In one Publication of the group, it is stated that the platform is not suitable for the exchange of secrets, nor for governmental or business uses. Citizen Lab found that Zoom uses its own encryption program as a custom extension to the real-time transfer protocol.
Furthermore, instead of using AES-256 encryption, the researchers found that the application uses an AES-128 key in electronic code book (ECB) mode.
"The encryption and decryption used by Zoom is AES in ECB mode, which is a very bad idea, because this way of encryption preserves the standard data. "Standard industrial streaming encryption standards require the use of AES in Segmented Integer Counter Mode or f8-mode, which do not have the same weakness as the ECB," said the Citizen Lab team.

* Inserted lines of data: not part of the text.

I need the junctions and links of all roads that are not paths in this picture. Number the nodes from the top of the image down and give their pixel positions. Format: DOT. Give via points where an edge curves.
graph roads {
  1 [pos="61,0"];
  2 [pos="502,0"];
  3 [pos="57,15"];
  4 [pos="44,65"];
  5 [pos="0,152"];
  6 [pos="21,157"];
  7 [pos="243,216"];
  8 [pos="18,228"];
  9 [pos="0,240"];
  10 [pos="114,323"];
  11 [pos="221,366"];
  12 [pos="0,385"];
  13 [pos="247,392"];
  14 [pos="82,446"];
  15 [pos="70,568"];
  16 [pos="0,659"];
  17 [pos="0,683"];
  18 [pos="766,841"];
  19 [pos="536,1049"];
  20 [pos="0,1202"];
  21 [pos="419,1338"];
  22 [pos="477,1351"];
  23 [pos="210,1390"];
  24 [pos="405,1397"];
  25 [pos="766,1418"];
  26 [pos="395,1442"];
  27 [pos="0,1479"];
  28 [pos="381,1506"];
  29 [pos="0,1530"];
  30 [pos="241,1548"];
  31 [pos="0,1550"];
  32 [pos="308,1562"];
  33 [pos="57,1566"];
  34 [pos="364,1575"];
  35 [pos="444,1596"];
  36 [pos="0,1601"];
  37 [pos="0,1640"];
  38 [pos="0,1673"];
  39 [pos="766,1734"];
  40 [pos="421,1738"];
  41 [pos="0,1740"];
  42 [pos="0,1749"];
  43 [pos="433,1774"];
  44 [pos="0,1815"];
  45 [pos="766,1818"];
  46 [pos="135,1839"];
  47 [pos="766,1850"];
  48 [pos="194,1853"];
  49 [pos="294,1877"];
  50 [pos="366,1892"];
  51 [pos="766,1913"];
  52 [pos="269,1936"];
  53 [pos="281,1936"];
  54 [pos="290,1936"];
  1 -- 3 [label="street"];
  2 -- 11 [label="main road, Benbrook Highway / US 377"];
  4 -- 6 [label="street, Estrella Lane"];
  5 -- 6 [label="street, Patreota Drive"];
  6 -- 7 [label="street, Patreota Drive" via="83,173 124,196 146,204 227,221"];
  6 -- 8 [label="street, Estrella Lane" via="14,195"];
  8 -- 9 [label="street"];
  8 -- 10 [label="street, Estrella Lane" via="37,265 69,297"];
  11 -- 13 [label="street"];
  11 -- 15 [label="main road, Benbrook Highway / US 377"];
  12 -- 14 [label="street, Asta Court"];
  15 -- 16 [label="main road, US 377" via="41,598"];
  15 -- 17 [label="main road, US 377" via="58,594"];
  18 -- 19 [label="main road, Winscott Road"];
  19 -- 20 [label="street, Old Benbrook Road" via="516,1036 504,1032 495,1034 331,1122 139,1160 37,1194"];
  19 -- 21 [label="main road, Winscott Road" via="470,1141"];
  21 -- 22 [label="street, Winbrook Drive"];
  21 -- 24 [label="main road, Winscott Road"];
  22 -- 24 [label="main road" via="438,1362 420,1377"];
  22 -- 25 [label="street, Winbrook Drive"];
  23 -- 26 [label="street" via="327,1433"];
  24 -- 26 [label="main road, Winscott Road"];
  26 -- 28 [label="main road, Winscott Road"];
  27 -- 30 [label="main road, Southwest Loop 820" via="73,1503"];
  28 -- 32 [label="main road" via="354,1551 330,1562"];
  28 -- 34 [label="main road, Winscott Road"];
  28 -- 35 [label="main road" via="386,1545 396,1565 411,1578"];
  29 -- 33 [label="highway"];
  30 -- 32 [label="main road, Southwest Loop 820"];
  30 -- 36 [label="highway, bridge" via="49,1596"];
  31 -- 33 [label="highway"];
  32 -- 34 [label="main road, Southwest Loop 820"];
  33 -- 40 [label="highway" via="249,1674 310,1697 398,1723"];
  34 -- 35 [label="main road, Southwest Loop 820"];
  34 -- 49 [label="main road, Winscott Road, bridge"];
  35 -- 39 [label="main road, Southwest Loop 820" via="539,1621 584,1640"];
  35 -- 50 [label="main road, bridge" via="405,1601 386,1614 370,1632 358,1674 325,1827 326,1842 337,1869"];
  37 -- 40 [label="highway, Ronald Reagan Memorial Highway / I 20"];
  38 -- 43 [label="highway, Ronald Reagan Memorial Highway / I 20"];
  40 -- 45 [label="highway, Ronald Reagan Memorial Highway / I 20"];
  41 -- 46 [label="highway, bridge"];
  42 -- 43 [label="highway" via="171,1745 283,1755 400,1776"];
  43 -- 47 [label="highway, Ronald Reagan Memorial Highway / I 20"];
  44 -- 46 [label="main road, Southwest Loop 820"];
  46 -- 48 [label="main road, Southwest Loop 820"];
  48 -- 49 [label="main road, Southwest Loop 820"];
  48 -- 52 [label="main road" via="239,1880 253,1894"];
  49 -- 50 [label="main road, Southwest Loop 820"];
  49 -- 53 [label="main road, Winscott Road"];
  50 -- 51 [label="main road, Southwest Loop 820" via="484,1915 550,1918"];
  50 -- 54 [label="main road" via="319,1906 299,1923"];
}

The research team also stated that they discovered a "serious security issue" in the waiting room of the application and that they revealed it to the company. The researchers said that they would provide more information at some point, but until then they suggest users of the application not to use this feature, and to use passwords for their meetings.
This vulnerability is especially important as uninvited users can enter a meeting and post annoying content.
In an immediate response to Citizen Lab's warning, Zoom CEO Eric Yuan acknowledged that the company's encryption was degraded.
"We know we can do better with encryption design. "Due to the unique needs of our platform, our goal is to use best encryption practices to provide maximum security, while covering the wide range of usage cases we support," he said.
"We are working with external experts and will also seek feedback from our community to ensure that our platform is optimized."
Last week, Zoom said it needed 90 days to improve the security of its products, after all from a series of complaints he received.
Citizen Lab also found that the application used server-side encryption keys in China to participants outside of China.
"A company used primarily by North American customers that sometimes distributes encryption keys via servers in China is a potential error, as Zoom may be legally required to disclose those keys to the Chinese authorities," the report said.
Of course, Yuan said that the company will correct this issue as well.